We’re one week into the 2025 WNBA season and 16 total games have been played.
That’s an extremely small sample size that, inevitably, amplifies the good, bad and ugly for every team or player. Champions are crowned after a win or two. Panic buttons are pressed after losses. Coaches are placed on the hot seat before being proclaimed as geniuses. New additions are saviors or they’re already being sent packing.
Nevertheless, let’s try to discern some sensible, sustainable signals from this cacophony of noise. Here are three concerning early-season trends worth keeping an eye on:
1. Paige is playing a lot of minutes
Although her traditional stats might not pop, Paige Bueckers already looks like the Dallas Wings’ most impactful player. That’s a good thing! Except, new head coach Chris Koclanes, clearly recognizing that having Bueckers on the court gives the now 0-3 Wings the best chance at victory, is playing the rookie a lot of minutes.
Bueckers’ 34.6 minutes per game ranks fifth in the WNBA, while she’s played the fourth-most total minutes at 104. Bueckers’ collegiate injury history, combined with her frail frame, makes her heavy minutes more than a bit alarming.
Yes, Paige is tougher than she looks, battle tested due to her time in the Connecticut crucible.

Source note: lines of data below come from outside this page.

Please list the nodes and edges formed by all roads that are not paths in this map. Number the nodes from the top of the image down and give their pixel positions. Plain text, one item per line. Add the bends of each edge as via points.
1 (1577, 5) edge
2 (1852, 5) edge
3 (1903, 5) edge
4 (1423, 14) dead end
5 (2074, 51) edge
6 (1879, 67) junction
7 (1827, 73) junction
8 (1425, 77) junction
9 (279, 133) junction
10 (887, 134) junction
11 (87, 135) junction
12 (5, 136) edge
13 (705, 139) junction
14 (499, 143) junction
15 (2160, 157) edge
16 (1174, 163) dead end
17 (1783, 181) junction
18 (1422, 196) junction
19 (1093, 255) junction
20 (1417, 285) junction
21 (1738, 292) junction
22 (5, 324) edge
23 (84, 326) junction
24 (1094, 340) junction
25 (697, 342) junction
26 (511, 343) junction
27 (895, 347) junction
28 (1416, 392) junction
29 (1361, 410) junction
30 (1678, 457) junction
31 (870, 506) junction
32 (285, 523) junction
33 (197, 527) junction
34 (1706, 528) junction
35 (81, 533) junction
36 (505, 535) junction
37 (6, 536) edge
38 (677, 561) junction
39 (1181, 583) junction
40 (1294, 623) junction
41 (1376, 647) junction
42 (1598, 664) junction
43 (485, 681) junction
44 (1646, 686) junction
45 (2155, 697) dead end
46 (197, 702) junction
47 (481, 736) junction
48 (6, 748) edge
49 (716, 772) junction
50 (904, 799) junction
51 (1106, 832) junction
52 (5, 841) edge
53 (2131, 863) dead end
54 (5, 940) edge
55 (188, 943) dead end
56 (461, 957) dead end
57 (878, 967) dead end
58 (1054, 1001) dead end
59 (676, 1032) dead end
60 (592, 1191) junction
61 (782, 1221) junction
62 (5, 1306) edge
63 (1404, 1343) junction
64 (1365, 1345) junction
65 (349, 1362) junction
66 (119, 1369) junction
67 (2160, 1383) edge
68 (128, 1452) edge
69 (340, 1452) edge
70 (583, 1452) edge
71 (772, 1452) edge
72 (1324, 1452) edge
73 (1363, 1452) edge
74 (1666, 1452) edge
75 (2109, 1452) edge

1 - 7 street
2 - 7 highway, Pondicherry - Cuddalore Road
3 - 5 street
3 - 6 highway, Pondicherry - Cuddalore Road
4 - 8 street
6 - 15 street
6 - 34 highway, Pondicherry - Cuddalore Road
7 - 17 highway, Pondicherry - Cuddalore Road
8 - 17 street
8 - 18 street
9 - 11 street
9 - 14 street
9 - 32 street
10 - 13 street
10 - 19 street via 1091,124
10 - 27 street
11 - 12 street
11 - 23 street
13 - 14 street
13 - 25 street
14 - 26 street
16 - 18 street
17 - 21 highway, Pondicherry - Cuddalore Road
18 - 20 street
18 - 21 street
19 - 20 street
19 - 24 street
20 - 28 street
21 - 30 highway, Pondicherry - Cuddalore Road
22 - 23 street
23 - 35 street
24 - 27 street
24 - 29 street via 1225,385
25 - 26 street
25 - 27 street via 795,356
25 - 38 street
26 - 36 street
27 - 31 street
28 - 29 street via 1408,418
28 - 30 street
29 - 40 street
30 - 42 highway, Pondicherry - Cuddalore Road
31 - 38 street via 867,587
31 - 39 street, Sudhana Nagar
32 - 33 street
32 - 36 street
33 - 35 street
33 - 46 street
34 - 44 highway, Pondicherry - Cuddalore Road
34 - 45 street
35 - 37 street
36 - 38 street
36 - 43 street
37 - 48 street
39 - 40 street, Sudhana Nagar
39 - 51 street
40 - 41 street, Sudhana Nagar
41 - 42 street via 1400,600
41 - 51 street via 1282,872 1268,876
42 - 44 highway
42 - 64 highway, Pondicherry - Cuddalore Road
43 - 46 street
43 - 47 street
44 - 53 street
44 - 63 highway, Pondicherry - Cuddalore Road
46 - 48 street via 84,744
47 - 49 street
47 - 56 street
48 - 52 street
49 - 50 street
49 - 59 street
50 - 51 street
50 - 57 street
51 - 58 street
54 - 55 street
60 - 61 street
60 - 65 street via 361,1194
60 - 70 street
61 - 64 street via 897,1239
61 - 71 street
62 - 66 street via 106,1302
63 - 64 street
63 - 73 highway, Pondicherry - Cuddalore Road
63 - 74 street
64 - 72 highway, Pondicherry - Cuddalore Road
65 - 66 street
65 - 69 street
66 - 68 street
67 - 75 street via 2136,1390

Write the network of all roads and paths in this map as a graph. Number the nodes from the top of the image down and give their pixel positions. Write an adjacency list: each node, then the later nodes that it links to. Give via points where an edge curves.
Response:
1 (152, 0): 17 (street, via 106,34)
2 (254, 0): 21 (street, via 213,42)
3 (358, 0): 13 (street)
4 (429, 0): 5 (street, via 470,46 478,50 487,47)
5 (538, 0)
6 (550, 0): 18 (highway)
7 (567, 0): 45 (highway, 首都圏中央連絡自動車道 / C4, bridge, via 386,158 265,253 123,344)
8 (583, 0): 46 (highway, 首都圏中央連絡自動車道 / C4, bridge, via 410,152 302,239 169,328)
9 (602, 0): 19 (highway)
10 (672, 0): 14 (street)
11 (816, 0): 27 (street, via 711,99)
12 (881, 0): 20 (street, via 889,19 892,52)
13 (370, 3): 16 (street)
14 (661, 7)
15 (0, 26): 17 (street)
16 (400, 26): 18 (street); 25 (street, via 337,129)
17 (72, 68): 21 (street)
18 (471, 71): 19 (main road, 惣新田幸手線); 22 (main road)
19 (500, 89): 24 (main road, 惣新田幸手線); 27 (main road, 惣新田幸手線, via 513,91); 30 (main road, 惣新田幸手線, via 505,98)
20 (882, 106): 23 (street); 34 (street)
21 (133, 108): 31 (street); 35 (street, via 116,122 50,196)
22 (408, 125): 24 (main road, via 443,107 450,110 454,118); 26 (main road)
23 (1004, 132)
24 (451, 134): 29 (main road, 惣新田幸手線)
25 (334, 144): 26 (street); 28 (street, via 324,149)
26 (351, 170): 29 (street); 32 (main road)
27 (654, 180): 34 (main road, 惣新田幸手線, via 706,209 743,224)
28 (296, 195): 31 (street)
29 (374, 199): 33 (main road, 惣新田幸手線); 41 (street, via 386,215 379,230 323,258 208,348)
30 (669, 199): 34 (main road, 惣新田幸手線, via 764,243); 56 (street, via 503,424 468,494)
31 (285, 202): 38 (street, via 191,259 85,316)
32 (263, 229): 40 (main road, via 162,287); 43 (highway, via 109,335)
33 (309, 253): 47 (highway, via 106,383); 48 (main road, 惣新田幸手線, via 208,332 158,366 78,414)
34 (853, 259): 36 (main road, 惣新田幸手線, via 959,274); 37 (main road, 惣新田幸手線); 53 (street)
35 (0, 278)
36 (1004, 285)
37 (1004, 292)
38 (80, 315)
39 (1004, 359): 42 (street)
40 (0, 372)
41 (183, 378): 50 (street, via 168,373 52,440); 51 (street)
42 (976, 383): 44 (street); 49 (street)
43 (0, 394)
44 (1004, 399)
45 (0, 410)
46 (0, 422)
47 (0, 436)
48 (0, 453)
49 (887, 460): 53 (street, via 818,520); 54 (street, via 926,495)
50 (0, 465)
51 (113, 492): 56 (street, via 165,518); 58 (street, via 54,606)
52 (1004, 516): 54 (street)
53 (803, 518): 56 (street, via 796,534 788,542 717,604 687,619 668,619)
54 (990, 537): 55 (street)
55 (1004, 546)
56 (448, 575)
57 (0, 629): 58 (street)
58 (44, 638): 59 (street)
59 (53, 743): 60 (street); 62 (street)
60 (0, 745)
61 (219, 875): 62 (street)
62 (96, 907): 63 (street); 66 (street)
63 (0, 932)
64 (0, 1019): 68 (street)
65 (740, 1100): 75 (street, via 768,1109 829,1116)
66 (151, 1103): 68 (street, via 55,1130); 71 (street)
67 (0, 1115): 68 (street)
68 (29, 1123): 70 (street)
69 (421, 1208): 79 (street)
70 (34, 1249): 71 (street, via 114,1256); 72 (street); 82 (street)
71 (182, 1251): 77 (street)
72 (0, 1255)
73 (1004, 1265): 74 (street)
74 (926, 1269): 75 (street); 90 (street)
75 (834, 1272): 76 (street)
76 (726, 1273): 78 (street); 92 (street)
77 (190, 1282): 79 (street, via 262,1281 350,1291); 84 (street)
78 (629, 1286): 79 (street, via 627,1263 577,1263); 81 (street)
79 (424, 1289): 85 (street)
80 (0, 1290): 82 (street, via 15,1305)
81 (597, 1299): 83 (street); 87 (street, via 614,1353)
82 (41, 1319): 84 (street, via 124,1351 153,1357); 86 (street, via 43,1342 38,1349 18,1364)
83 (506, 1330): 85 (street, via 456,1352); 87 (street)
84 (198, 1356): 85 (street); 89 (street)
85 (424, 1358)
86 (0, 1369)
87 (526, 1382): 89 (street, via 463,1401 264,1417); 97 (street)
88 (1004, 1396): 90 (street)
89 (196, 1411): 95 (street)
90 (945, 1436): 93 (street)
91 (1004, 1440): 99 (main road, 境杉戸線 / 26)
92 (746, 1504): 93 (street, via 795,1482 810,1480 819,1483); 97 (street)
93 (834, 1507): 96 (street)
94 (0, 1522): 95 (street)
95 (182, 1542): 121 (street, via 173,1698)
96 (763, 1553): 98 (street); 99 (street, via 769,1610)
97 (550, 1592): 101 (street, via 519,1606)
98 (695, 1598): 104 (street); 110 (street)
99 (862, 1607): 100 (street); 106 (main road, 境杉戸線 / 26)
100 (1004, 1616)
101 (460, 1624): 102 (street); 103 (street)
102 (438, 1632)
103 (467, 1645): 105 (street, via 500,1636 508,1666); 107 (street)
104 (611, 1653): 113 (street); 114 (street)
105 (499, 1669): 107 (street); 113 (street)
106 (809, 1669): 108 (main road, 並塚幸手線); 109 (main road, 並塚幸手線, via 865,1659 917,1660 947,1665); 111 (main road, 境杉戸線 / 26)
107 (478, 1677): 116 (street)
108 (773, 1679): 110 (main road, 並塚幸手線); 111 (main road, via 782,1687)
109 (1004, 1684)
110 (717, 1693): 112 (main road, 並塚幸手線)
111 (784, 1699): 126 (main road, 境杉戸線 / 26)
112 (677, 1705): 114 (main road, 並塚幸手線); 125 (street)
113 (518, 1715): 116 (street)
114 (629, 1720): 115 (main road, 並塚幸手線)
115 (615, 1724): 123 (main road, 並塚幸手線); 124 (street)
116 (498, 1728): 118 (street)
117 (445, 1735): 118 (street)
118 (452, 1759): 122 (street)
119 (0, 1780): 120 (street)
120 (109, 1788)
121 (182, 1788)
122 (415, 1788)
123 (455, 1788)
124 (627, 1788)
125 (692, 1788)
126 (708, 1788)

Yet, the Wings’ schedule, unlike that of the Huskies, doesn’t feature of platter of Big East cupcakes. She’s playing nearly 35 hard minutes per night, in contrast to just over 30 per game in her final season at UConn.
We want to see Bueckers take the court for all 44 games of her rookie season. So, it might be wise for Koclanes and the Wings the manage her load with more caution.
2. Has the sun set on DB?
DeWanna Bonner headlined the Indiana Fever’s heralded offseason additions. Now the WNBA’s third all-time points scorer, she was brought in to inject her winning, championship experience into the youthful, untested Fever.
Overlooked in the acquisition, however, was how challenging going from the Connecticut Sun to the Fever might be for Bonner. For the past five seasons, she had been operating within a familiar ecosystem in Uncasville, finding her favored offensive spots off the playmaking of Alyssa Thomas while working within a disciplined, aggressive and connected Sun defense.
The environment in Indy is foreign. Caitlin Clark’s playmaking is different from that of Thomas. The Fever’s defense lacks the cohesion and connectedness of the Sun’s. For the 37-year-old Bonner, that’s a lot of change at this late stage in her career.
So, it’s understandable that she’s struggled in the early going, After a seven-point effort in Indiana’s authoritative opener, she went scoreless in the loss to the Dream on Tuesday before registering just one point in the victory in Atlanta on Thursday. She’s shooting less than 17 percent from the field and has yet to make a 3-pointer. She did grab eight rebounds in the Fever’s win over the Dream, although Indy was still outscored by 12 points during her 19 minutes.
Things will not stay this bad for Bonner. She’s always been a streaky shooter. That said, a paucity of shots, as she took just three field goal attempts across the two games against Atlanta, will make it hard for Bonner to find such a hot streak—and, in turn, make the impact imagined for her in Indiana.
3. A dearth of depth in LV and the PNW
A’ja Wilson, Chelsea Gray, Jackie Young and Jewell Loyd. What a top four! Nneka Ogwumike, Skylar Diggins, Gabby Williams, Ezi Magbegor, Alysha Clark. That’s a nice starting five!
After that? The benches are bleak in Sin City and the Pacific Northwest. The Las Vegas Aces and Seattle Storm have championship-caliber cores that could be undercut by a lack of viable depth.
This issue extinguished the Aces’ three-peat dreams in 2024. Through two games, the offseason efforts to alleviate this problem appear unsuccessful. In the team’s season-opening loss to the New York Liberty, only Tiffany Mitchell and Dana Evans saw significant minutes. While Evans hit both of her 3s, Mitchell did not scratch the scoreboard. Head coach Becky Hammon extended her rotation in the laugher over the Sun. Yet even against an overmatched opponent, the Aces’ six reserves combined for just 16 points.
In Seattle, the loss of Katie Lou Samuelson to a season-ending injury sapped the Storm of their most reliable reserve. It also appears that, for all her promise, Dominque Malonga is not ready prime time. That leaves Li Yueru, an offensively skilled but defensively limited big, and Erica Wheeler, a boom-or-bust back-up ball handler, as the only bench players that head coach Noelle Quinn trusts, as neither Lexie Brown nor Zia Cooke received minutes in the Storm’s win over the Wings.
It looks like it’s going to take a lot from A’ja, Nneka and the other core pieces in Vegas and Seattle for these squads to achieve their ambitions.